**PROMPT:** Copy out all lines of the listing below that hold "than".

*** MATERIAL SUPPLIED ***

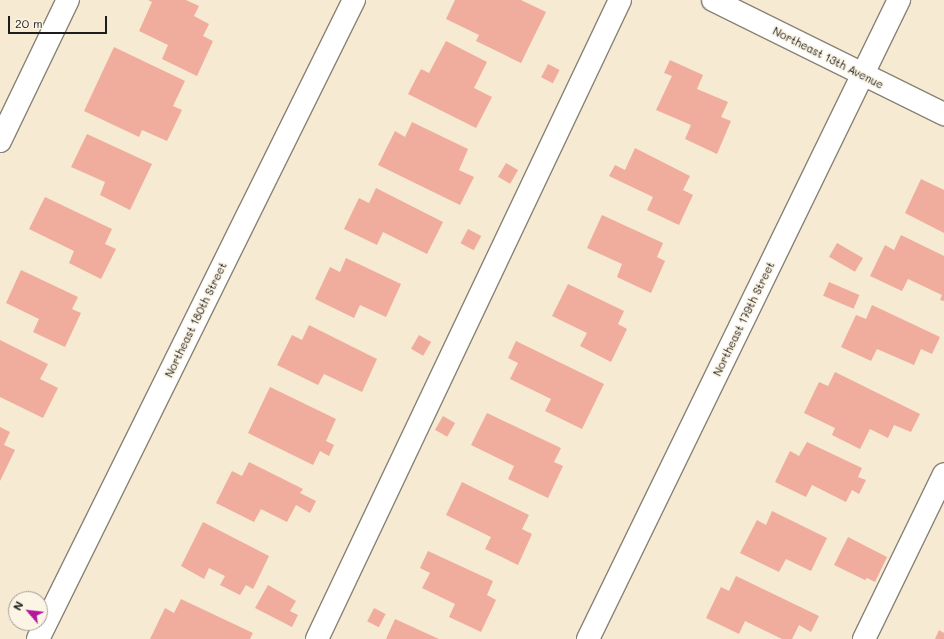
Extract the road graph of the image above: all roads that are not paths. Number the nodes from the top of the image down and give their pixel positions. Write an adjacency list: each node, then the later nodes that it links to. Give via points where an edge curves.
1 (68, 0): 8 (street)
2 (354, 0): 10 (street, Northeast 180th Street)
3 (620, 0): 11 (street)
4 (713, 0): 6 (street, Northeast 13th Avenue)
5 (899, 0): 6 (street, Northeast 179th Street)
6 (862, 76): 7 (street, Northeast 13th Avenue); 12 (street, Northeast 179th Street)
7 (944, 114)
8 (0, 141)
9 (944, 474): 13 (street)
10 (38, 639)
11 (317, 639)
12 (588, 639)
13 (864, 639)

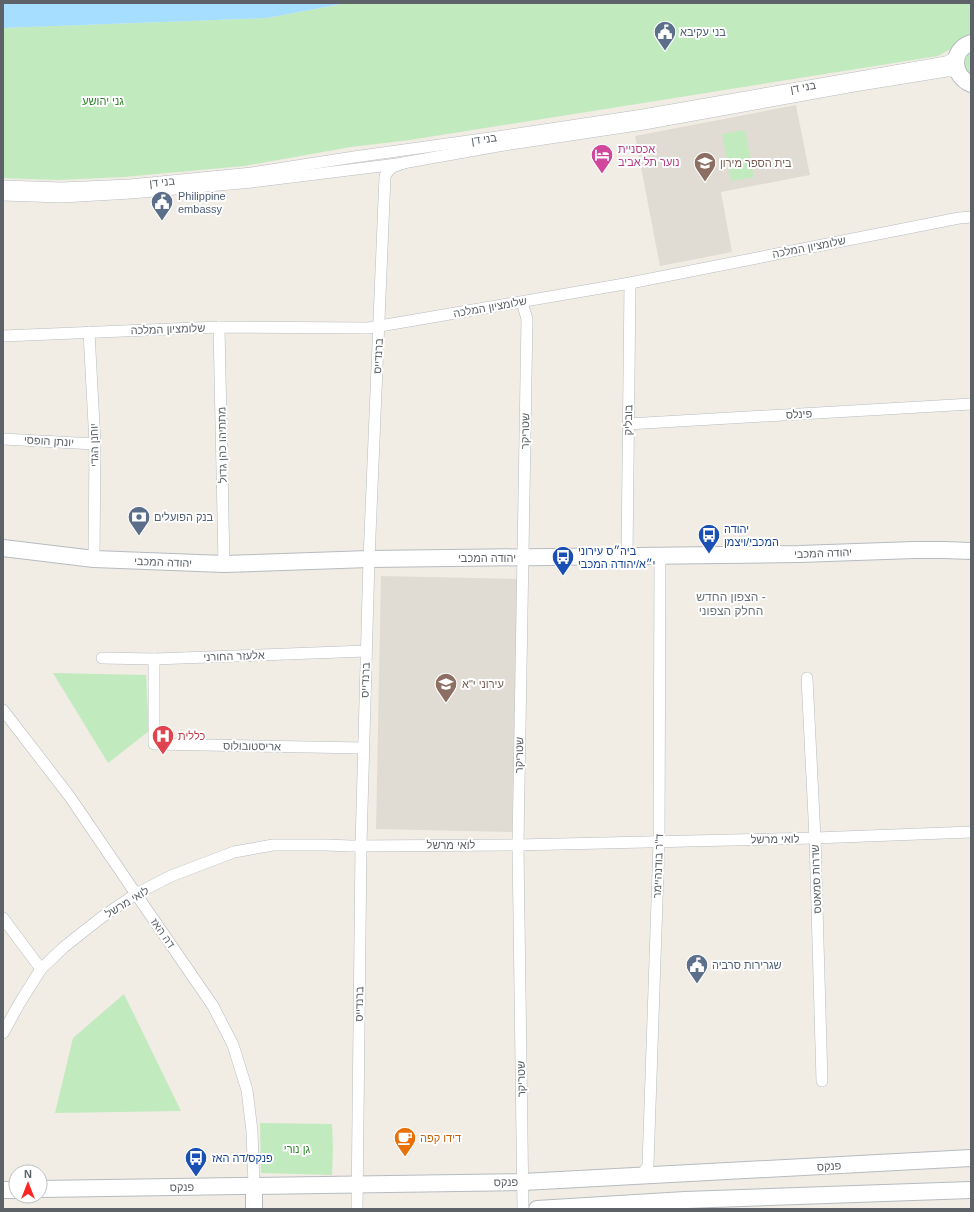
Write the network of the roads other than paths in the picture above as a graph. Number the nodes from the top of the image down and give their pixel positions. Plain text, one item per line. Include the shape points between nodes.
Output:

*** End of MATERIAL SUPPLIED ***
*** MATERIAL SUPPLIED ***

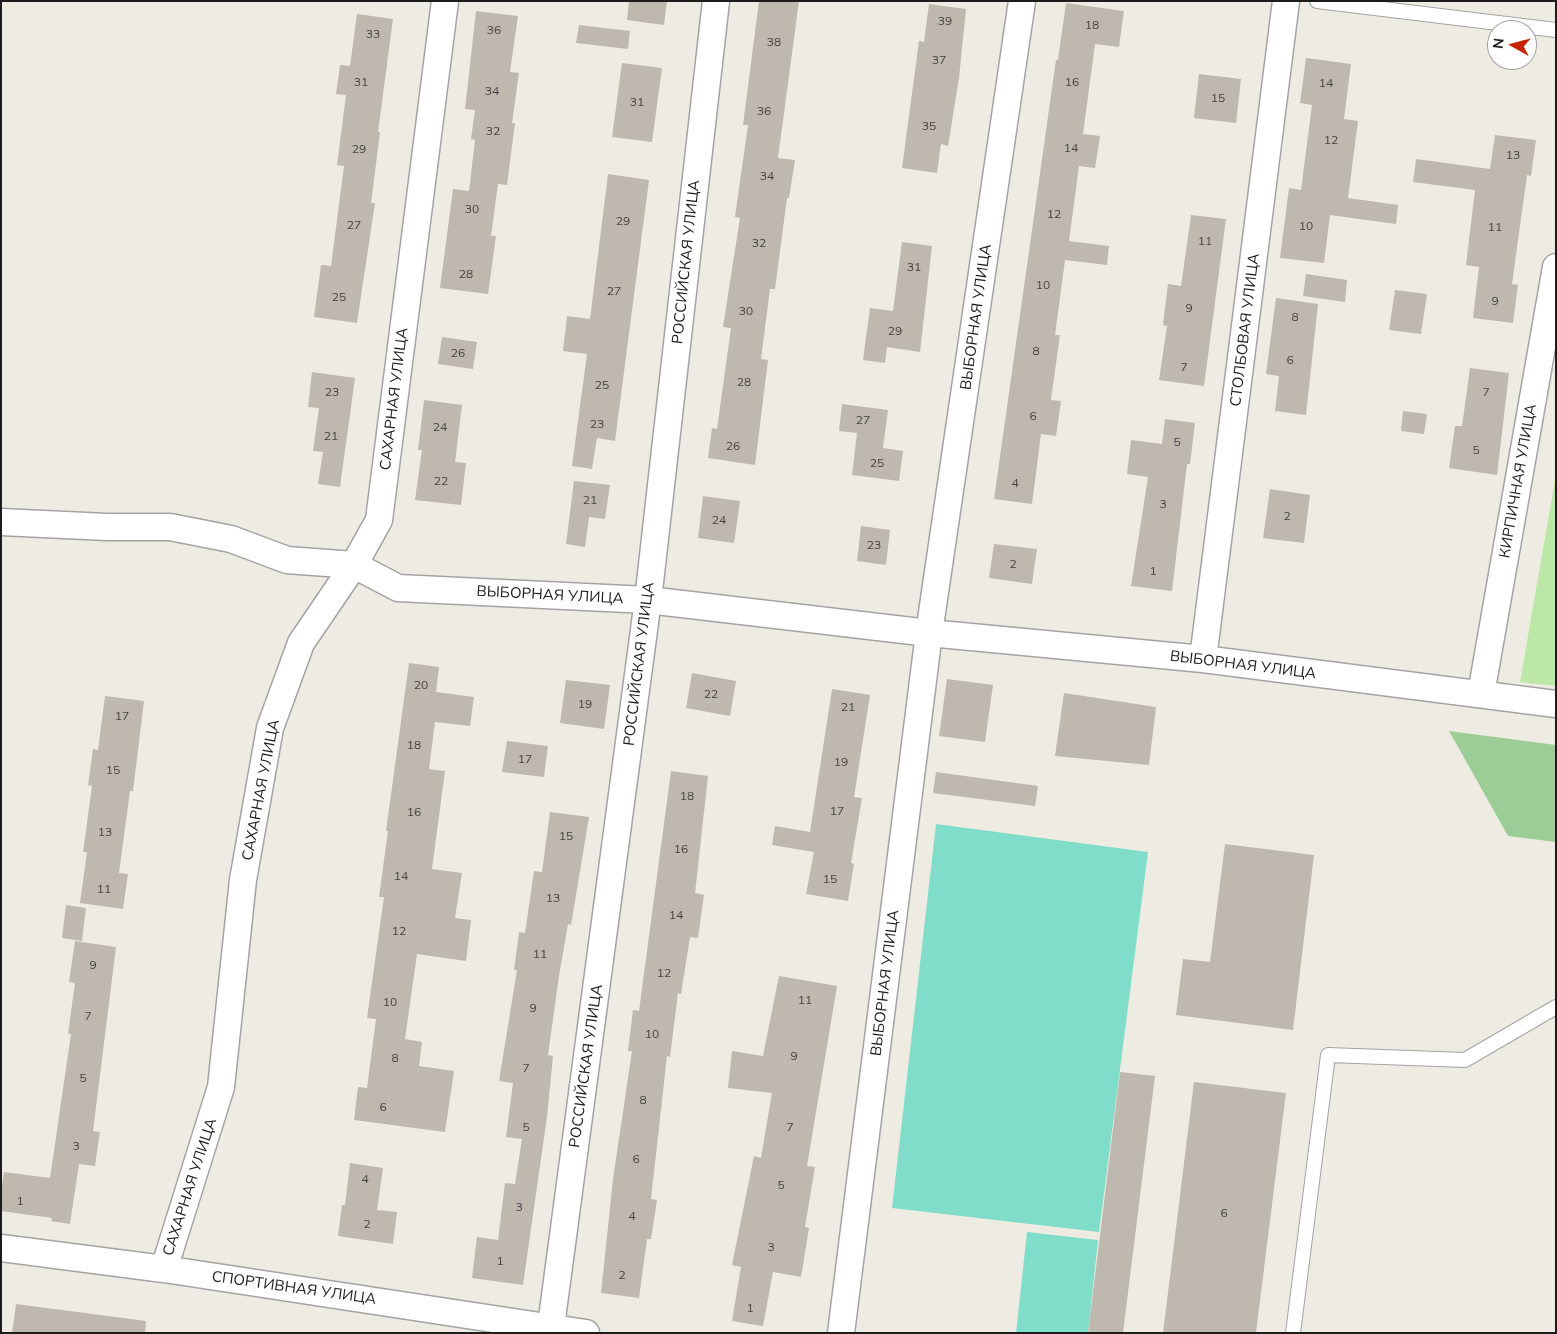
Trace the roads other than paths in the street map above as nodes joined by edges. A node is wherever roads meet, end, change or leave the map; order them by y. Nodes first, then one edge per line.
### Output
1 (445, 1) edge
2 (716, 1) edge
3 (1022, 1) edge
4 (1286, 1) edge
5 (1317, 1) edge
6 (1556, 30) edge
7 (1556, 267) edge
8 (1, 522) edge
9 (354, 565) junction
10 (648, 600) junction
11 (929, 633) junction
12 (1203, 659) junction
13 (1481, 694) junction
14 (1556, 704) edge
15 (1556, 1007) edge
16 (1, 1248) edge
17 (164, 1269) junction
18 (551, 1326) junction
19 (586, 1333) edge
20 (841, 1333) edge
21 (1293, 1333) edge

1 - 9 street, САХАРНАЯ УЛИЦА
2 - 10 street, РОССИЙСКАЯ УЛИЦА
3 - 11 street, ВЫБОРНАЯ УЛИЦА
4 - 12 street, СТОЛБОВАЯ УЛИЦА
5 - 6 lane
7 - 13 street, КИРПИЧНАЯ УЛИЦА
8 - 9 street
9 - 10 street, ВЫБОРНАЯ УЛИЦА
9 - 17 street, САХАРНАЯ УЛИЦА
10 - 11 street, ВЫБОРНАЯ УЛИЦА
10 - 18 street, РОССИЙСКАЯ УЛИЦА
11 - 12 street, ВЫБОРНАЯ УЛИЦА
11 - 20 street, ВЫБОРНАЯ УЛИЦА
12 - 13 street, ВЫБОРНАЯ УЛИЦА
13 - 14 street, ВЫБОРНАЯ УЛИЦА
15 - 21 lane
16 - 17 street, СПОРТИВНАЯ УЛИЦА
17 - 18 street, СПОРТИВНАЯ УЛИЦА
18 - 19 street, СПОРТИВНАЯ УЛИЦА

*** End of MATERIAL SUPPLIED ***
*** MATERIAL SUPPLIED ***

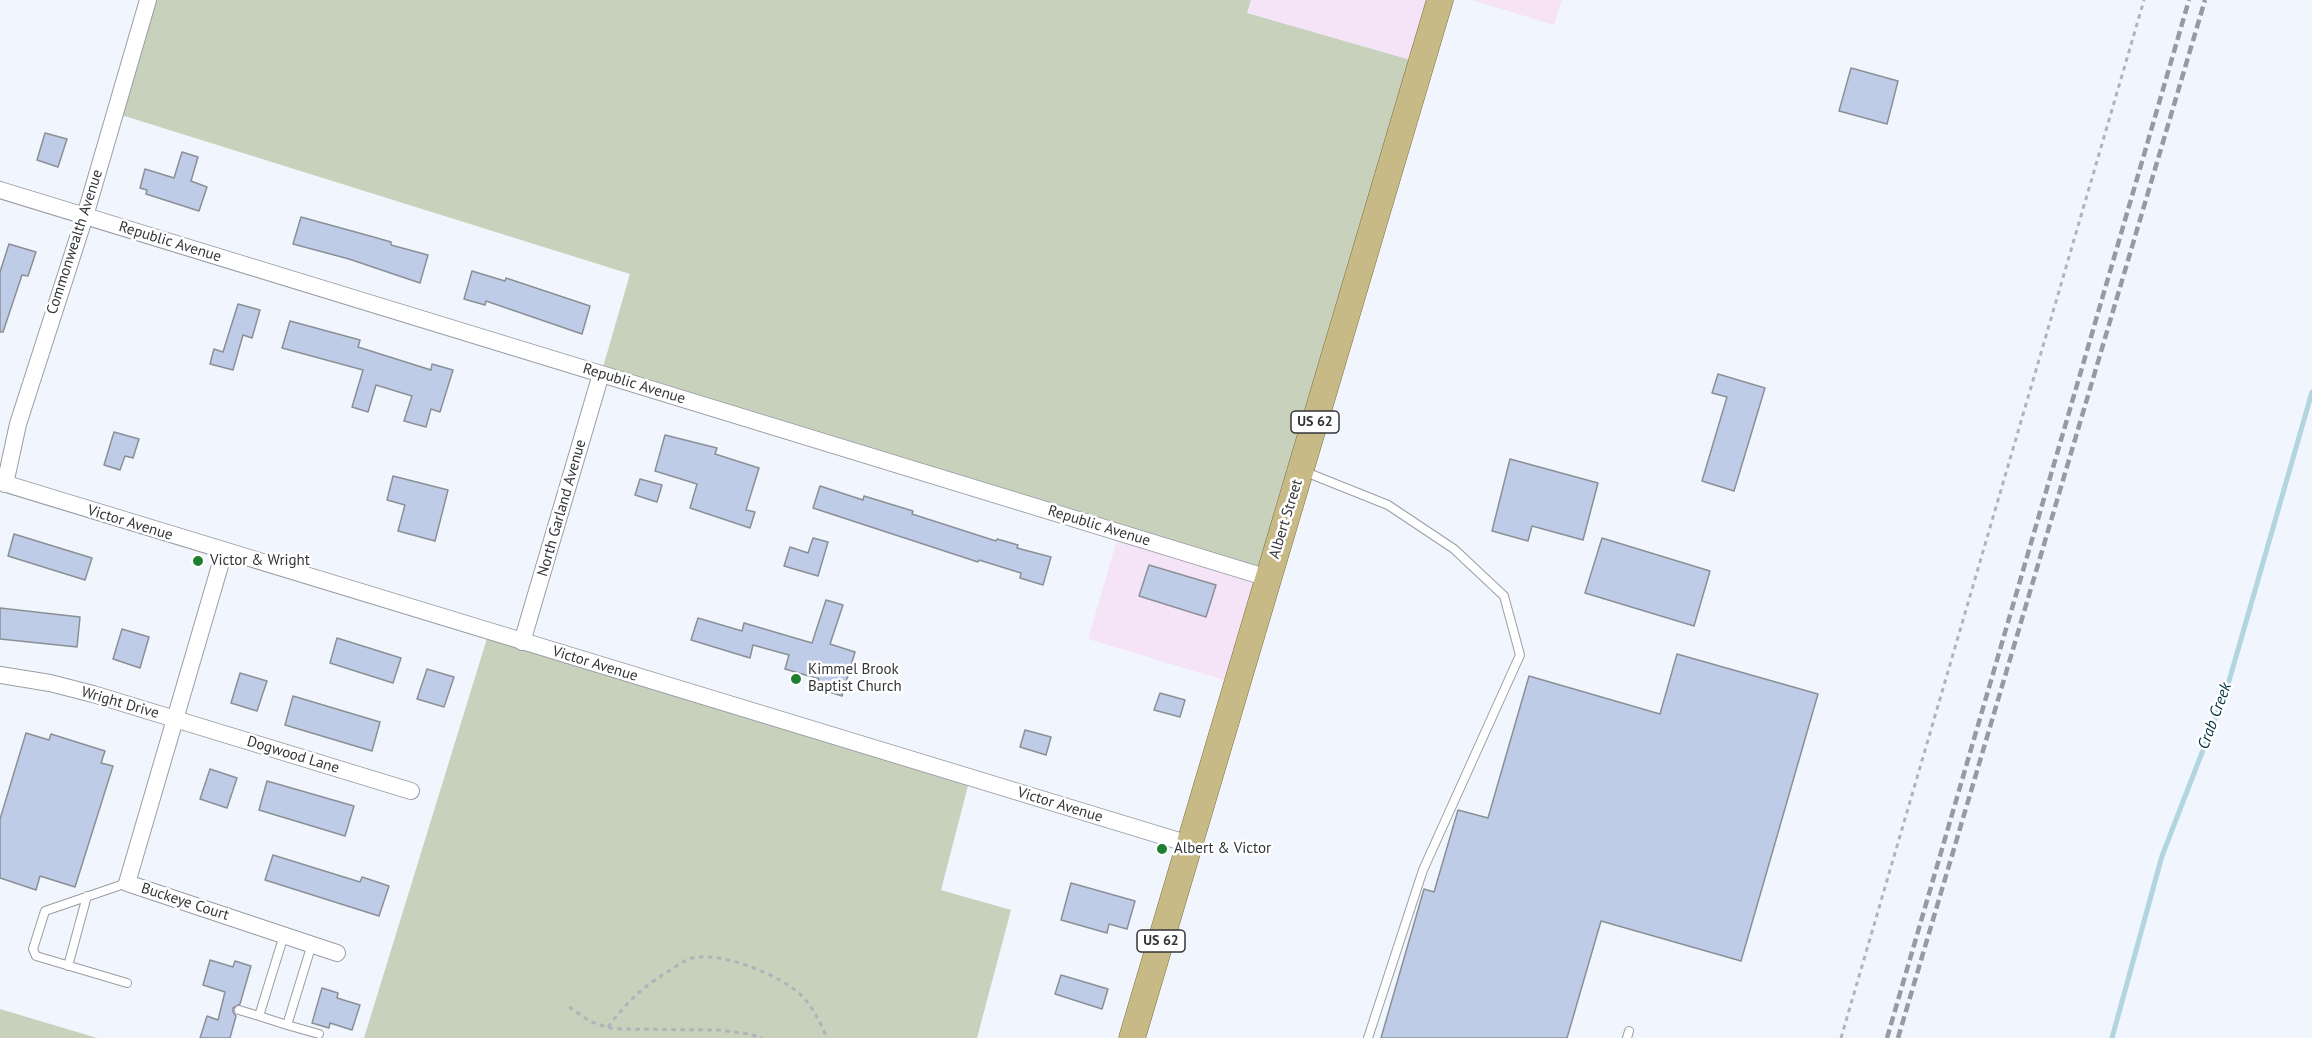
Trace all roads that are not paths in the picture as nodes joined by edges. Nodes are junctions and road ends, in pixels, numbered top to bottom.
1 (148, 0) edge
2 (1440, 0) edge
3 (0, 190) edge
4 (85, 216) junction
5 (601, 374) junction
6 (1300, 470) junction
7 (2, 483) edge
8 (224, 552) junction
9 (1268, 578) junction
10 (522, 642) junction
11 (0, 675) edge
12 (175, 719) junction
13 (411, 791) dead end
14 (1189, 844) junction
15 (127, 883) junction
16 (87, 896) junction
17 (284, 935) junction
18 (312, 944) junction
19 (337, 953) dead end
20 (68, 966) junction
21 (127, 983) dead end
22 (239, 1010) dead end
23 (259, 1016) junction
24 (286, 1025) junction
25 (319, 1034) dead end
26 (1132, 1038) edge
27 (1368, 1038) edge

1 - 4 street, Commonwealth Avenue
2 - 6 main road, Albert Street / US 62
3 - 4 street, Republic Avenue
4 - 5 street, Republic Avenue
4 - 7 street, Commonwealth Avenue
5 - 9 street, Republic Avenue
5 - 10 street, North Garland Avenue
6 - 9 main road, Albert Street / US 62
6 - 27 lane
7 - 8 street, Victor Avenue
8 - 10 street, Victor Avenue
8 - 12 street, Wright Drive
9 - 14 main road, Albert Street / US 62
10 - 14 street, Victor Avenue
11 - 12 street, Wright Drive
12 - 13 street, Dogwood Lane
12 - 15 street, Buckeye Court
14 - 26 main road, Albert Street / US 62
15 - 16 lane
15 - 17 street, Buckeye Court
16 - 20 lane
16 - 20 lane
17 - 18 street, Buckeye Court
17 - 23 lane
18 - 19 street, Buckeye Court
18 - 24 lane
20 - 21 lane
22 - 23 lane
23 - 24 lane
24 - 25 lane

*** End of MATERIAL SUPPLIED ***

**RESPONSE TO THIS TASK:**
Write the network of the roads other than paths in the picture above as a graph. Number the nodes from the top of the image down and give their pixel positions. Plain text, one item per line. Include the shape points between nodes.
Trace the roads other than paths in the street map above as nodes joined by edges. A node is wherever roads meet, end, change or leave the map; order them by y. Nodes first, then one edge per line.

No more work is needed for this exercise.